Old 05-18-2024, 05:27 PM
 
Location: San Diego, California
1,187 posts, read 888,979 times
Reputation: 3613
Without going into an argument about the substance of the claims as it isn't really impactful from a medical perspective, everybody has an unalienable right to being stupid. No one can take away that right. Stupidity can however be regulated by government. It tells people that they can not drive automobiles faster than the speed limit. It doesn't matter if somebody writes an opinion piece with six reasons why somebody should not follow the speed laws. People who don't agree with government policies can elect politicians to office who can change those things but it doesn't impact the science as science is not political nor democratic. The general population did not vote to have vaccines or not and they did not vote in determining if they were safe or not. The medical science is independent but funding for studies is not independent and that is the only way that the general population has a voice on impacting medical science. It impacts funding but not outcome.
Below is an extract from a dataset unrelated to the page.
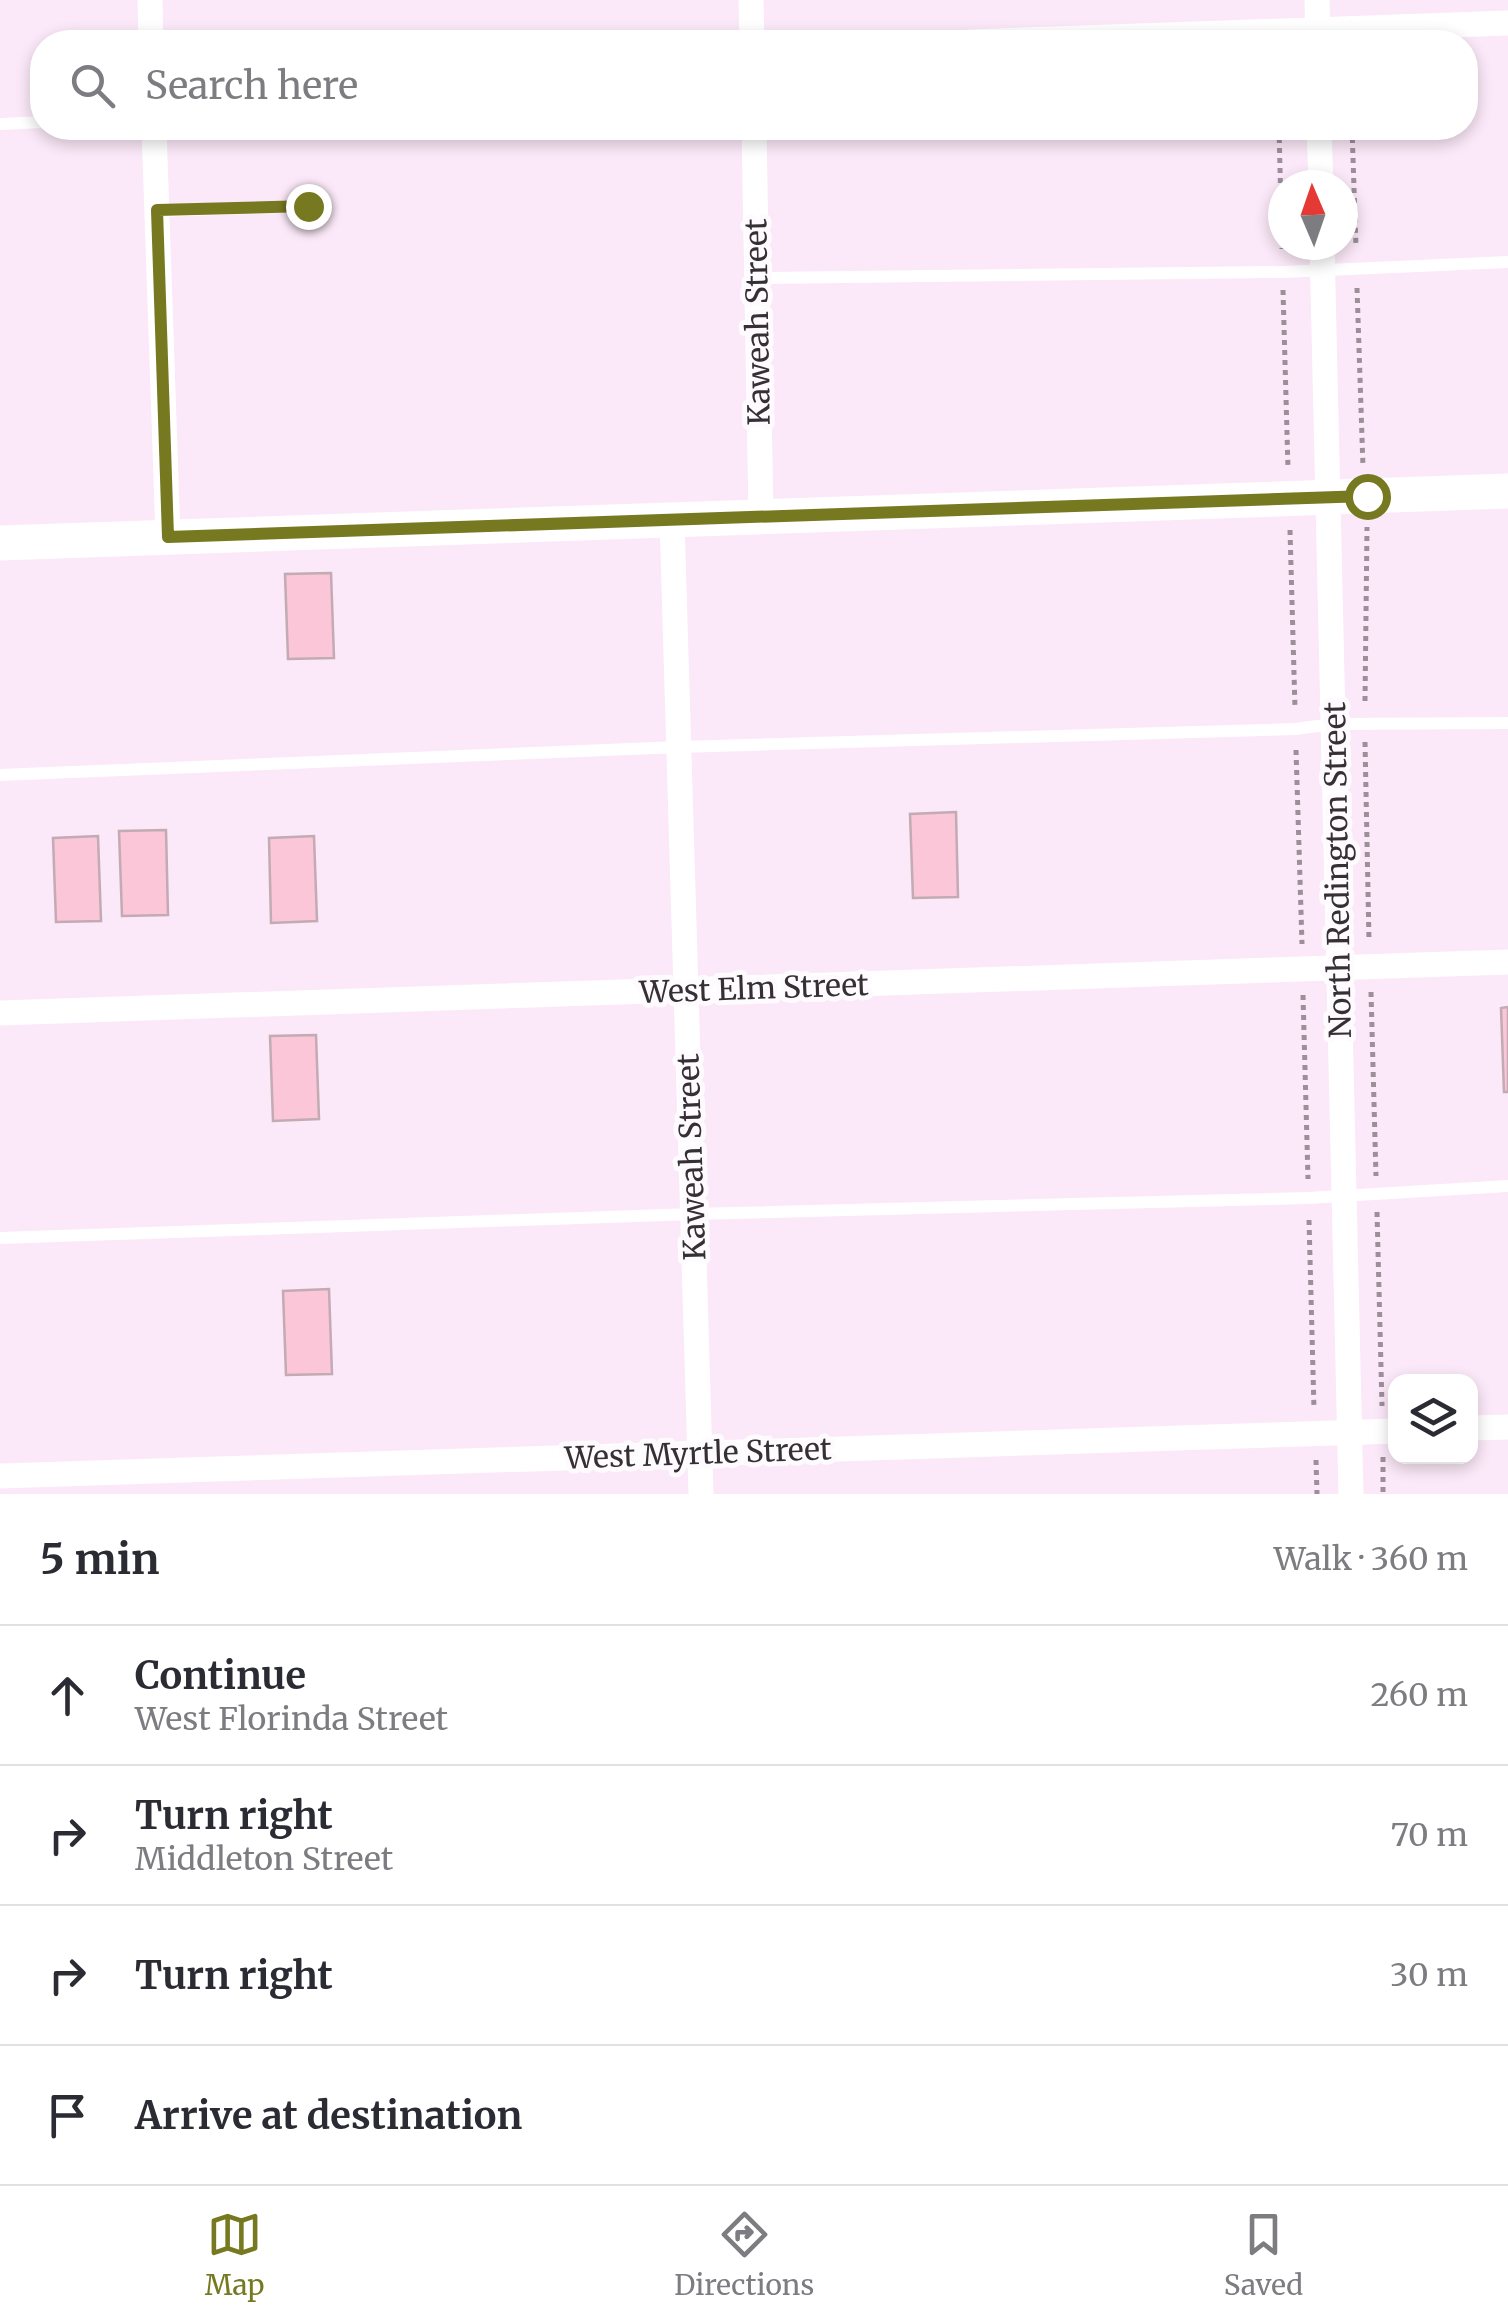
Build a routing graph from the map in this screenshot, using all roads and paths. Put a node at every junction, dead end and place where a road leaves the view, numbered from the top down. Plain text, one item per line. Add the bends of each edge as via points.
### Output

One can generate political theatre and mobilize political sentiment but that doesn't impact the science. Science isn't one person making claims or citing what Fauci said or didn't say. People publishing articles or writing editorials trying to persuade the masses isn't the way that science works. People out there may think that's how it works but convincing the masses can't light one lightbulb.
 
Old 05-18-2024, 05:56 PM
 
Location: Wisconsin
3,314 posts, read 3,059,290 times
Reputation: 12751
I never heard of them, so I googled "Who is Funding the Brownstone Institute?" because I like to know the background of where opinions like these are coming from. I found it quite interesting. They are far from impartial.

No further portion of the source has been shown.